Sunday, July 29, 2007

Maverick

When Ricardo Semler inheritted his father's company, Semco, the employees expected a dyed-in-the-wool Semler Senior clone who navigated his ship with absolute authority and control. Ricardo Semler turned every rule in the book on its head and finally threw out the rule book tself to make Brazil's Semco the world's most "unusual workplace" which has a 2000-long recruitment waiting list.

Semler's overhaul hinged on workplace democracy, a concept that is ad-libbed by most big organizations but is little more than hot air. In most immature companies, workplace democracy functions pretty much like Indian democracy: I'm the boss so regardless of how stupid I am in my head, you will do what I say. You're free to disagree but that's where your freedom ends. I give you the right to disagree and reserve the right to ignore you.
Semler started by talking to his employees and listening to them - really listening to them, forgetting for a moment that he is the boss - and then taking every single critical decision that he had to make, to a democratic vote by his employees. He trusted that his workers knew more than him because they actually worked. He also knew that for employees to trust him, HE had to trust THEM first. Building trust slowly, distributing decision making democratically, practising absolute transparency in every single department, and finally literally throwing away the verbose company manuals that dictate an employee's every breathing moment within company premises, Semler built an organization from which he could ultimately fire himself: He had so completely delegated decision making that most of his employees were jacks and masters of all trades having worked in many different Semco departments.

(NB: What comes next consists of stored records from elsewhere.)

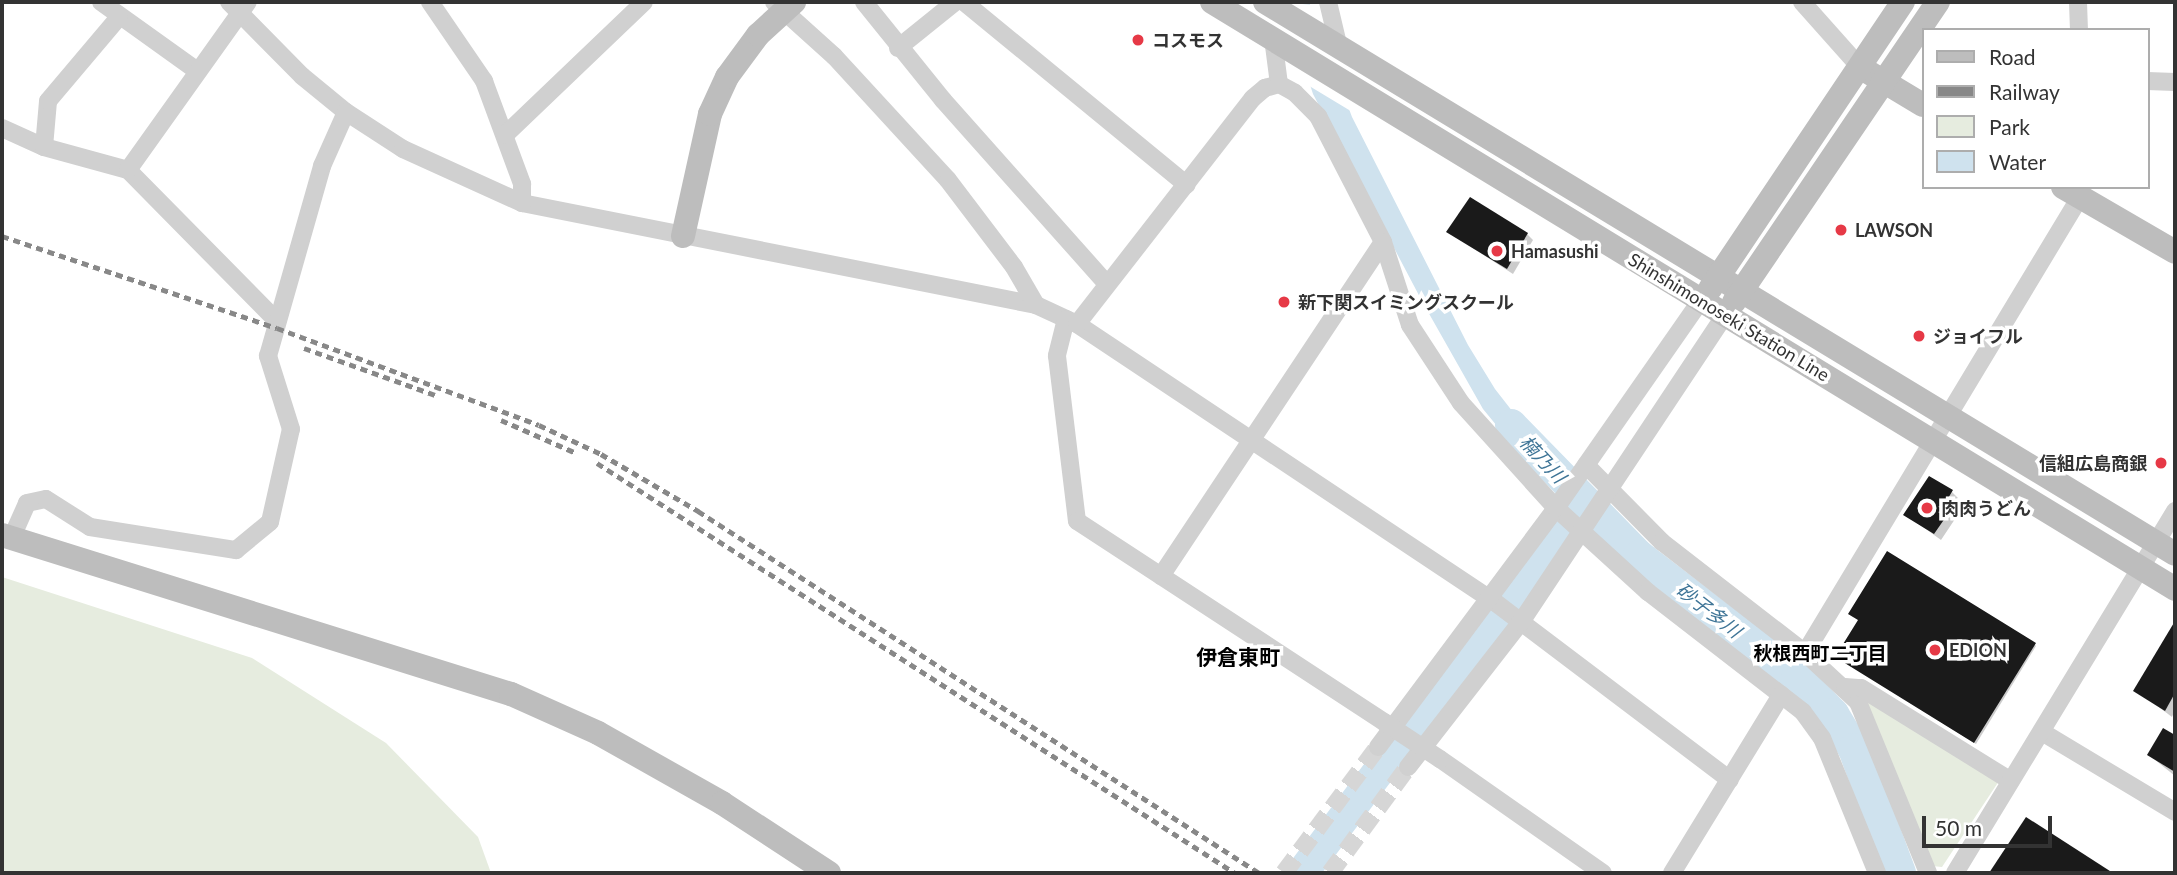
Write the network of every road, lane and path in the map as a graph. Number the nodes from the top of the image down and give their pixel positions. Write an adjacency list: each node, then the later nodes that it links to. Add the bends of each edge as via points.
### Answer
1 (101, 2): 16 (street)
2 (430, 2): 30 (street, via 484,81)
3 (644, 2): 30 (street)
4 (864, 2): 20 (street)
5 (955, 2): 20 (street)
6 (964, 2): 33 (street)
7 (1212, 2): 18 (main road, Shinshimonoseki Station Line)
8 (1328, 2): 19 (street)
9 (1802, 2): 21 (street)
10 (1903, 2): 21 (main road)
11 (1938, 2): 23 (main road)
12 (2078, 2): 17 (street)
13 (784, 4): 36 (main road, via 727,77 710,114); 43 (street, via 948,180 1014,267)
14 (1269, 4): 19 (main road, Shinshimonoseki Station Line)
15 (239, 5): 22 (street); 28 (street, via 302,76)
16 (119, 17): 22 (street); 31 (street, via 48,101)
17 (2079, 28)
18 (1277, 41): 26 (street); 42 (main road, Shinshimonoseki Station Line)
19 (1338, 47): 39 (main road, Shinshimonoseki Station Line)
20 (898, 48): 40 (street)
21 (1859, 66): 23 (main road); 39 (main road)
22 (196, 70): 32 (street)
23 (1881, 80): 27 (main road); 41 (main road)
24 (2149, 81): 25 (street)
25 (2175, 82)
26 (1279, 84): 33 (street, via 1265,88 1253,99); 37 (street, via 1308,102 1318,116)
27 (1922, 104)
28 (346, 112): 35 (street, via 403,149); 45 (street, via 321,166)
29 (2, 128): 31 (street)
30 (505, 135): 35 (street, via 522,184)
31 (44, 147): 32 (street)
32 (128, 170): 45 (street)
33 (1187, 185): 40 (street)
34 (2071, 192): 38 (main road); 47 (street)
35 (522, 203): 36 (street)
36 (683, 236): 43 (street)
37 (1383, 242): 48 (street); 52 (street, via 1417,337 1461,403)
38 (2175, 252)
39 (1719, 275): 41 (main road, Shinshimonoseki Station Line); 42 (main road)
40 (1107, 284): 46 (street)
41 (1742, 290): 44 (main road); 47 (main road, Shinshimonoseki Station Line)
42 (1701, 300): 44 (main road, Shinshimonoseki Station Line); 50 (street)
43 (1036, 305): 46 (street)
44 (1726, 314): 49 (main road, Shinshimonoseki Station Line); 51 (street)
45 (276, 320): 55 (street, via 268,356 291,429 270,523 236,550 90,527 46,499 27,503)
46 (1072, 321): 48 (street); 58 (street, via 1057,356 1077,521)
47 (1949, 418): 49 (street); 56 (main road, Shinshimonoseki Station Line)
48 (1251, 438): 58 (street); 60 (street)
49 (1934, 442): 57 (main road, Shinshimonoseki Station Line); 62 (street)
50 (1585, 467): 51 (street); 52 (street)
51 (1609, 492): 54 (street); 62 (street, via 1661,542)
52 (1559, 507): 54 (street); 60 (street)
53 (2175, 511): 56 (street)
54 (1582, 528): 61 (street); 64 (street, via 1648,592)
55 (7, 536): 71 (main road, via 511,694 598,733 722,803)
56 (2166, 549): 57 (street)
57 (2141, 568): 59 (main road, Shinshimonoseki Station Line); 65 (street)
58 (1161, 576): 72 (street, bridge, via 1440,759)
59 (2175, 589)
60 (1492, 600): 61 (street); 66 (street)
61 (1517, 618): 67 (street); 68 (street)
62 (1805, 653): 63 (street)
63 (1845, 687): 69 (street, via 1861,688); 75 (street, via 1871,725)
64 (1781, 695): 68 (street); 74 (street, via 1803,712 1822,738)
65 (2042, 732): 69 (street); 70 (street)
66 (1378, 747)
67 (1408, 767)
68 (1730, 780): 73 (street)
69 (2011, 781): 76 (street)
70 (2175, 812)
71 (829, 873)
72 (1603, 873)
73 (1672, 873)
74 (1877, 873)
75 (1928, 873)
76 (1955, 873)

He never pretends the journey was easy. People mocked his vision, many were scared to empower their subordinates, some of his managers told him that the employees were not mature enough for such an experiment. Needeless to say, there were plenty of nay-sayers. Some ideas weren't as successful as he'd hoped but Semler tried them all; he jettisoned unsuitable baggage and hauled aboard those that could withstand the long haul. Ricardo Semler converted those he could; those he couldn't, he let them go and they ultimately found organizations that were more suited to their style of functioning in which they thrived.

Semler believes that true capitalism is true democracy. He is aware that workers are a company's biggest and almost only asset and every bit of profit the company makes belongs completely to the people who toil for it. Semco's profit sharing plan is devised by the employees - they decide who gets how much; employees set their own targets, their own bonuses, their own salaries and even have a say in choosing their bosses! Semco's books are completely open (and they don't have too many of them) and to show how serious Semler is about transparency, he has ensured that every single Semco employee down to the janitor knows how to read a balance sheet. Shunning cabins, hangers-on, ego massages, and other frills, Semler has ensured that he and his managers never lose touch with the people who make Semco what it is.

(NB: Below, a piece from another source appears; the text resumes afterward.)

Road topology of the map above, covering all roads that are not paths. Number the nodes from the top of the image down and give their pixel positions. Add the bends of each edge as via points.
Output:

Semler realized early into his transformation exercise that managers typically dislike sharing information with the employees. This is true of most organizations. Supervisors feel their powers will somehow diminish if their subordinates know as much as they do. Semler's greatest challenge was to address this sense of insecurity among his managers. He did whatever was necessary to address the issue - talking to stubborn managers, convincing them to experiment with his ideas before rejecting them outright, converting some, hiring new thinkers, and throwing out those who didn't fit in.

The result is Semco, Brazil's most sought-after company by job seekers. Can there be a better tribute to an organization? Organizations must have the will and the vision to decide what their culture is going to be regardless of their size. Whether it has 10 employees or 10,000, the organization's culture cannot and should not change. For this to happen, employees must be involved and the only way to involve them is to simply involve them.

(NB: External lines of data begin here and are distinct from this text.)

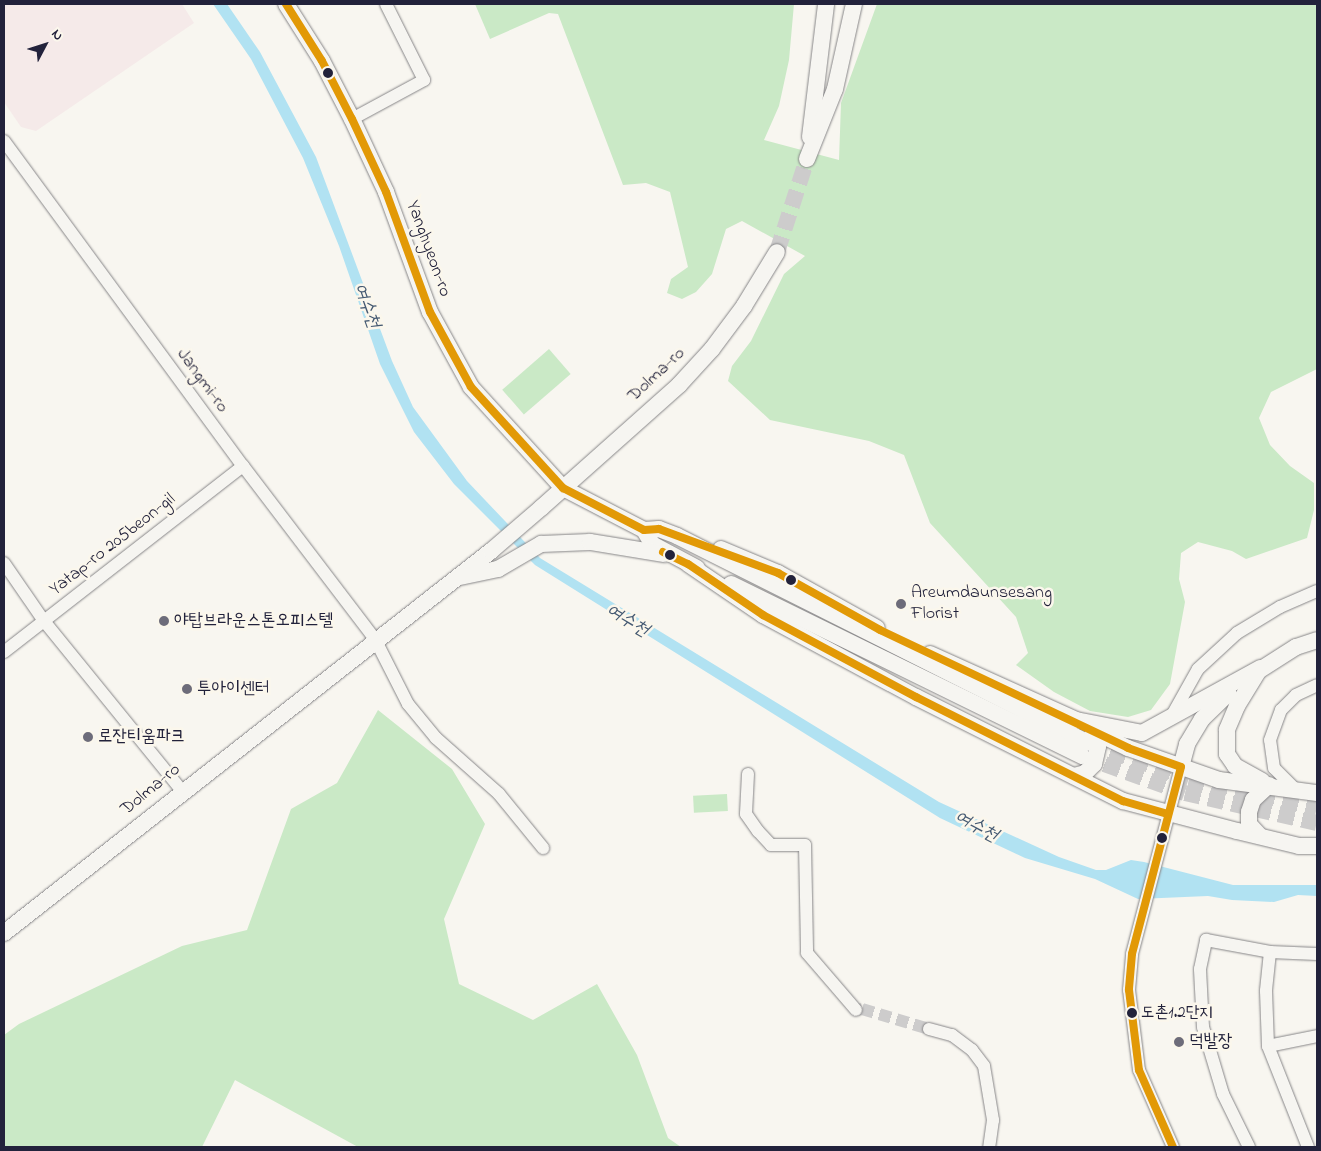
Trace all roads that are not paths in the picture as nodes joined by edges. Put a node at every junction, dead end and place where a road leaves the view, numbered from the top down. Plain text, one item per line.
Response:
1 (286, 4) edge
2 (386, 4) edge
3 (826, 4) edge
4 (854, 4) edge
5 (352, 119) junction
6 (4, 141) edge
7 (777, 252) tunnel mouth
8 (243, 466) junction
9 (563, 488) junction
10 (644, 530) junction
11 (677, 536) junction
12 (666, 554) junction
13 (4, 563) edge
14 (688, 564) junction
15 (455, 579) junction
16 (1317, 591) edge
17 (44, 621) junction
18 (375, 639) junction
19 (1317, 640) edge
20 (4, 652) edge
21 (1260, 668) junction
22 (1317, 685) edge
23 (1028, 699) junction
24 (1170, 719) junction
25 (1088, 744) junction
26 (1181, 767) junction
27 (748, 774) dead end
28 (1074, 776) junction
29 (1270, 785) junction
30 (1294, 788) junction
31 (182, 791) junction
32 (1317, 793) edge
33 (1168, 814) junction
34 (1260, 836) junction
35 (1317, 846) edge
36 (543, 848) dead end
37 (4, 933) edge
38 (1270, 952) junction
39 (1317, 954) edge
40 (856, 1010) tunnel mouth
41 (929, 1029) tunnel mouth
42 (1317, 1036) edge
43 (1268, 1046) junction
44 (1310, 1143) edge
45 (989, 1147) edge
46 (1173, 1147) edge
47 (1249, 1147) edge

1 - 5 main road, Yanghyeon-ro
2 - 5 street
3 - 4 main road
5 - 9 main road, Yanghyeon-ro
6 - 8 street, Jangmi-ro
7 - 9 main road, Dolma-ro
8 - 17 street, Yatap-ro 205beon-gil
8 - 18 street, Jangmi-ro
9 - 10 main road
9 - 15 main road, Dolma-ro
10 - 11 main road
10 - 12 main road
11 - 23 main road
11 - 25 main road
12 - 14 main road
12 - 15 main road
13 - 17 street
14 - 25 main road
14 - 28 main road
15 - 18 main road, Dolma-ro
16 - 24 street
17 - 20 street, Yatap-ro 205beon-gil
17 - 31 street
18 - 31 main road, Dolma-ro
18 - 36 street, Jangmi-ro
19 - 21 main road
21 - 24 main road
21 - 26 main road
21 - 30 main road
22 - 30 street
23 - 24 main road
23 - 25 main road
25 - 26 main road
25 - 28 main road
26 - 29 main road
26 - 33 street
27 - 40 street
28 - 33 main road
29 - 30 main road
29 - 34 main road
30 - 32 main road
31 - 37 main road, Dolma-ro
33 - 34 main road
33 - 46 street
34 - 35 main road
38 - 39 street
38 - 43 street
38 - 47 street
41 - 45 street
42 - 43 street
43 - 44 street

Semler says throughout his book how easy it is for big organizations to make a killing at the cost of their employees' health and happiness. These organizations typically follow a top-down heirarchy that always runs parallel to each other and never seems to meet at any point. They are inhabitted by people with different goals, different ideas, different interests. While this is desirable, Semler says it is absolutely imperative for everyone to be aligned at some point for the organization to grow in a healthy way. Unlike companies that obssess with all the trappings of democracy but never follow any real democracy though they constantly preach it, Semco walks the talk. Their idea of democracy is not limited to allowing employees to call their bosses by their first names and keeping their cabin doors open but discouraging anyone from walking through the doors by isolating themselves in their beloved cabins.

Organizations may argue that it is impossible to sustain Ricardo Semler's concept of worker empowerment as the organization grows. Semler has demonstrated that when it comes to using common sense and being a good employer, size doesn't really matter.

Ricardo Semler's "Maverick" is a must-read for all company bosses who are serious about workplace democracy.